鞄に二冊

少しでも空き時間ができると、本が読みたくなる。

「現代怪奇絵巻 特別編」

  • 根本尚「現代怪奇絵巻 特別編」(札幌の六畳一間)

2023年10月20日刊。表紙を含め70ページ。初出は主にコミティアで、2009年5月5日~2023年9月3日。

「現代怪奇」の「怪奇」の意は、妖怪とか幽霊とかUFOとかではなく、「一回しか使っていない接着剤が固まって開かない」とか「シャープ芯のフタを開けたままにしフデバコの中で全部折れている」といった類の、誰もが体験したことがありそうな恐ろしい話を並べたものである。よくもこれだけ思いつくものだ。

本作は「特別編」と銘打たれているが、そもそもは「現代怪奇絵巻」という作品が「週刊少年チャンピオン」に2006年~2009年の三年間連載されていた。それは(秋田書店からは)単行本化されていない。作者が自分で書籍化したくても、写植などの権利問題がクリアされていないのだという。別作品で書かれていた説明によると、漫画の原稿自体は作者に権利があっても、写植を打ち、レイアウトしたあとの版下の権利は出版社が持っているから、そのまま自費出版することはできないのだという。

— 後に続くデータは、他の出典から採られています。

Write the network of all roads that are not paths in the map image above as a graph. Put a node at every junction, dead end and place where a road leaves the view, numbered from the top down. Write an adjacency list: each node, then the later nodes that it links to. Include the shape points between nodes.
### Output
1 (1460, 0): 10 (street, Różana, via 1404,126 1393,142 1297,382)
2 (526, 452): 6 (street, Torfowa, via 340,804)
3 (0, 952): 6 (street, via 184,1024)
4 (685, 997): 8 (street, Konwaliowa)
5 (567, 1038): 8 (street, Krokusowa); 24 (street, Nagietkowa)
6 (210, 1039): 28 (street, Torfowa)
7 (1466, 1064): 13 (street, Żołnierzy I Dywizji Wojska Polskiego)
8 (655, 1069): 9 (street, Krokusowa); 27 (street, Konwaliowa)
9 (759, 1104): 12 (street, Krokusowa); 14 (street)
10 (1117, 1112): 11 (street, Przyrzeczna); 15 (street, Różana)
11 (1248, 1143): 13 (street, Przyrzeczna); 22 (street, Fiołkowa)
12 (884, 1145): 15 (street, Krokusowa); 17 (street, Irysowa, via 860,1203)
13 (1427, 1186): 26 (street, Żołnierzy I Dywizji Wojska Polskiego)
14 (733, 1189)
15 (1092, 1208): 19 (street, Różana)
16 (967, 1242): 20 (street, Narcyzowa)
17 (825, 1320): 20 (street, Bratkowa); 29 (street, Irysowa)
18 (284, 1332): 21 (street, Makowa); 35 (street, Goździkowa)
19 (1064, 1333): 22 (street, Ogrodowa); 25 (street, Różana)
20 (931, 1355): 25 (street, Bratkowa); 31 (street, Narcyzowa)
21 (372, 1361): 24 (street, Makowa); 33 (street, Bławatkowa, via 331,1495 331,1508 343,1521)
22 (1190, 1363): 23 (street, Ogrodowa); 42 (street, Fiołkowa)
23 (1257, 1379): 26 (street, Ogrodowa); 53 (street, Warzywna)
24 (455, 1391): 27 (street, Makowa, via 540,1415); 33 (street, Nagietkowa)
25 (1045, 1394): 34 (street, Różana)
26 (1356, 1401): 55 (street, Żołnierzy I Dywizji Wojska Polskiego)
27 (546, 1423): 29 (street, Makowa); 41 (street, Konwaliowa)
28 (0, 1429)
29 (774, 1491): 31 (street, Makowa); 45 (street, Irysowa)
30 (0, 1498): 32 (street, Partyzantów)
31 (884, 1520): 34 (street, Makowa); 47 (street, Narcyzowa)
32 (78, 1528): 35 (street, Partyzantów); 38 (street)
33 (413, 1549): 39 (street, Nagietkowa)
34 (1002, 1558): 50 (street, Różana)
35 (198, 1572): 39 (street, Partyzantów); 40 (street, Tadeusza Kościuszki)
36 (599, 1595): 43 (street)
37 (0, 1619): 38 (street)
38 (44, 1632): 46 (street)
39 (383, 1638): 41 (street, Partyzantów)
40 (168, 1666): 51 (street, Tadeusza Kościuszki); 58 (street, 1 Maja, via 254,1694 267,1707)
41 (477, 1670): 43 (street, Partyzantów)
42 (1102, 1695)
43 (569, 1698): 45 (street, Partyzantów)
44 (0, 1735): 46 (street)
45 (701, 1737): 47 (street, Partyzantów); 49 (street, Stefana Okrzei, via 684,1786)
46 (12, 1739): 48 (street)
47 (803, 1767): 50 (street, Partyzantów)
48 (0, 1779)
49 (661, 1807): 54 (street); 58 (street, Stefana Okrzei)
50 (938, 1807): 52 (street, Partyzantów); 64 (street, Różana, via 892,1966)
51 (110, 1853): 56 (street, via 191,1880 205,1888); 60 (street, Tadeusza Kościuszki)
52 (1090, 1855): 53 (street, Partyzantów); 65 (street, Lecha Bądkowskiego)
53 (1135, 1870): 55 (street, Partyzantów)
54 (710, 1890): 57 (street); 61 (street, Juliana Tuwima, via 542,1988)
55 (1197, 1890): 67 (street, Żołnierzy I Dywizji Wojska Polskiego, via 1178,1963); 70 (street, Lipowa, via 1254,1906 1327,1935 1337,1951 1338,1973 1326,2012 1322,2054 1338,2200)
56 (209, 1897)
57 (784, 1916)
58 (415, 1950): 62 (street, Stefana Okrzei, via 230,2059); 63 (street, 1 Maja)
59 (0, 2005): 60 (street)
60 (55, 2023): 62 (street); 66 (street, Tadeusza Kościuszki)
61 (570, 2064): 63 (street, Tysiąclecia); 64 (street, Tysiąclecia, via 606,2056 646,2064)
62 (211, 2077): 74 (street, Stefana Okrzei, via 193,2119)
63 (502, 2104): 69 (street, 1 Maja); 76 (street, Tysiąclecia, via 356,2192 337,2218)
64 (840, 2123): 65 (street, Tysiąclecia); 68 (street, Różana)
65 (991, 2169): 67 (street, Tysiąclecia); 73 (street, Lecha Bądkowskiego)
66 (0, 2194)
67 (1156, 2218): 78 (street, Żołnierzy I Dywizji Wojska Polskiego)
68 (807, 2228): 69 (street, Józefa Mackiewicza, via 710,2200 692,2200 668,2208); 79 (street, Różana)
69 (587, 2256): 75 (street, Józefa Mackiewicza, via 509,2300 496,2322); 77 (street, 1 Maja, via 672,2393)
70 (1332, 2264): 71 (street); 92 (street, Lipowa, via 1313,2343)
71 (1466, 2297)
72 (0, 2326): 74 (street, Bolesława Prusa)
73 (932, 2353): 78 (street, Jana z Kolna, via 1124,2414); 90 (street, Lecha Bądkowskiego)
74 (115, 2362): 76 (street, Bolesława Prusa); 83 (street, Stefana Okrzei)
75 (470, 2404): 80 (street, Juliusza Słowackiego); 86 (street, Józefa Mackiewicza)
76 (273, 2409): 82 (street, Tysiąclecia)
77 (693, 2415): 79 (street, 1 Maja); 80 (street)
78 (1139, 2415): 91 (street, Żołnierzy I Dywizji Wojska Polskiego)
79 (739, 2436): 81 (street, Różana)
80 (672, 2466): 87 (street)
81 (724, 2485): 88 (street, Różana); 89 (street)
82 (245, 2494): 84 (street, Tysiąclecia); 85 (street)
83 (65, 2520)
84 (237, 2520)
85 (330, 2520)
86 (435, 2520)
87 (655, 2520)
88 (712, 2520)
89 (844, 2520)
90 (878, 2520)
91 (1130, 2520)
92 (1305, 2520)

出版社側が単行本で利益を得ようとしているのに、作者が勝手に同じ内容の作品を自費出版などされては困るから、権利に制限をかけるのはわかる。が、連載終了後10年以上経っても単行本化されない(恐らく出版社には単行本を出す気は1ミリもない)のに、権利ばかりを主張するのは納得がいかない。「済みませんね~、ウチは本を出す予定はないんで、ご自分で出したいのならドーゾドーゾ」と言ってしかるべきだ。法律のことはわからないが、読者としてはそう思う。

衆議院議員日本一」では作者が写植から貼り直して自費出版にこぎつけたが、そういえばこの作品は「ミステリーボニータ」に連載されたもの。つまり秋田書店だ。秋田書店はもう少し寛容になっていただきたいと思う。他の出版社がどうなのかは、知らないけど。